High Impact Practice Spotlight Sessions
Mark your calendars! On Thursday, January 13 from 8:00AM-10:40AM colleagues will share High Impact Practices that are making a difference in their work with students. In these brief, 30-minute sessions, MCC employees will share what they are doing, describe the impact to teaching and learning, and invite feedback from peers. Virtual and in-person sessions will be available.
High Impact Practice Spotlight Sessions Schedule
There is a body of research published by the American Association of Colleges and Universities (AACU) and the Community College Survey of Student Engagement (CCSSE) that offers a roadmap to evidence-based high impact practices that elevate academic challenge, active and collaborative learning, student-faculty interaction, and a supportive campus environment. These practices include:
- First-Year Seminars and Experiences
- Common Intellectual Experiences
- Learning Communities
- Writing and Inquiry-Intensive Courses
- Collaborative Assignemnts and Projects
- Undergraduate Research
- Diversity/Global Learning
- Service Learning, Community-Based Learning
- Internships
- Capstone Courses and Projects
- ePortfolios
- Accelerated Developmental Education
- Tutoring
- Orientation
And, according to the AACU (2017):
- Student participation in one or more of the 10 original HIPs is associated with a range of positive outcomes, especially for those historically underrepresented in postsecondary education.
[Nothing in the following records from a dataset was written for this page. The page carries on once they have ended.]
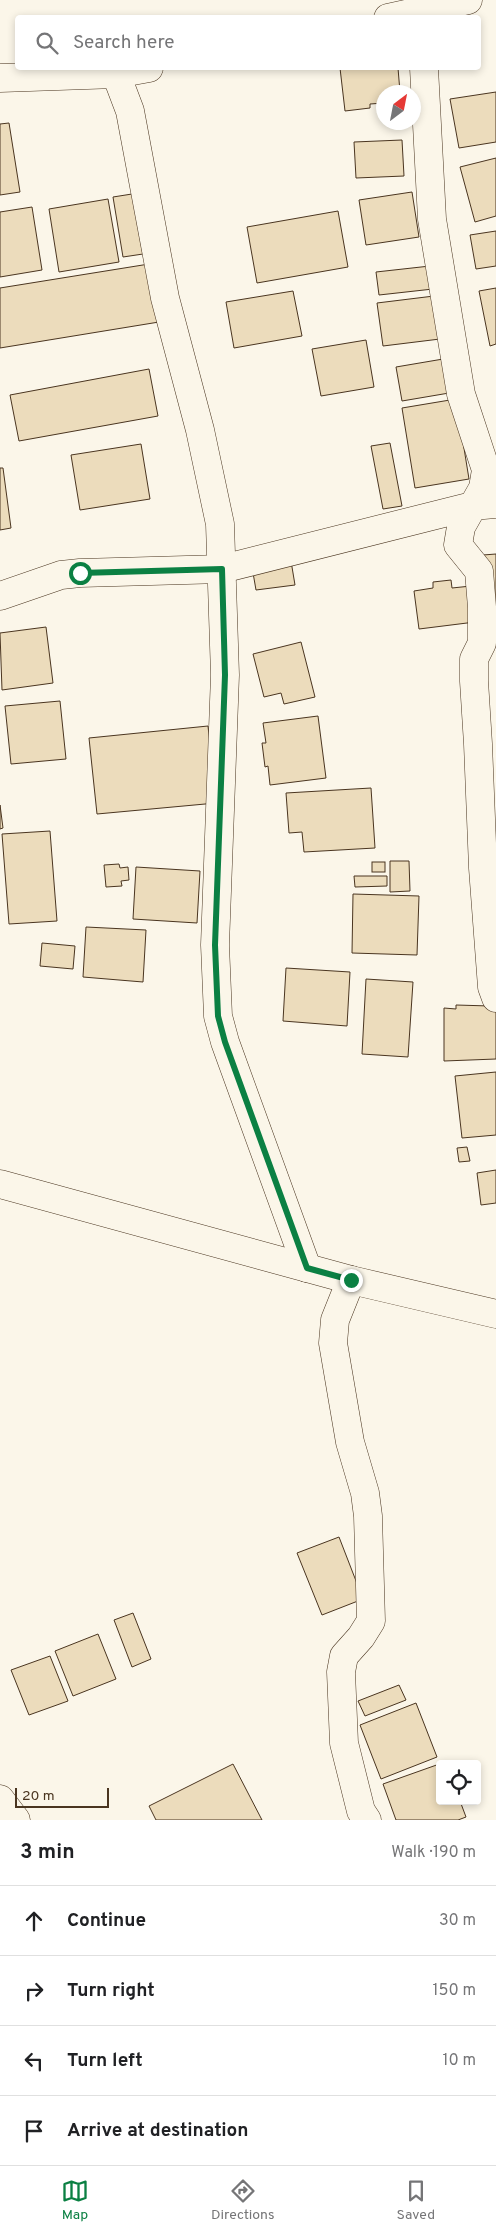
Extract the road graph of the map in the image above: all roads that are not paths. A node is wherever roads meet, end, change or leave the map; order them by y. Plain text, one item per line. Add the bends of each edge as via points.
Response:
1 (449, 8) edge
2 (407, 15) edge
3 (138, 70) edge
4 (424, 70) edge
5 (116, 74) junction
6 (0, 78) edge
7 (484, 505) edge
8 (222, 569) junction
9 (0, 596) edge
10 (496, 998) edge
11 (0, 1184) edge
12 (307, 1268) junction
13 (351, 1280) junction
14 (496, 1314) edge
15 (0, 1799) edge
16 (16, 1820) edge
17 (368, 1820) edge

1 - 2 street
3 - 5 street
4 - 7 street via 432,219 461,394 486,470
5 - 6 street
5 - 8 street via 130,111 165,298 212,483 220,524
7 - 8 street
7 - 10 street via 461,527 458,545 479,571 482,643 474,659 474,681 483,868 492,987
8 - 9 street via 61,575
8 - 12 street via 225,675 215,945 218,1016
11 - 12 street
12 - 13 street
13 - 14 street
13 - 17 street via 335,1320 333,1343 350,1442 365,1493 371,1621 344,1656 341,1681 344,1743 361,1811
15 - 16 street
- HIPs are developmentally powerful because they require applied, hands-on, integrative, and often collaborative learning experiences.
- Sadly, HIPs participation is inequitable, with first generation, transfer students, and African-American and Latino students least likely to have such experiences.
- Among the challenges to institutionalizing HIPs are demonstrating the fiscal benefit of increased graduation rates, changing academic reward systems to support faculty and staff involvement in HIPs, and acknowledging HIPs in the institutional data system.
However, “simply offering and labeling an activity an HIP does not necessarily guarantee that students who participate in it will benefit in the ways much of the extant literature claims” (Inside Higher Ed, 2018). The quality, scale, and intensity by which we enact high impact practices at will have a significant impact on the student expreience and student outcomes which are quantified by our wildly important college goals.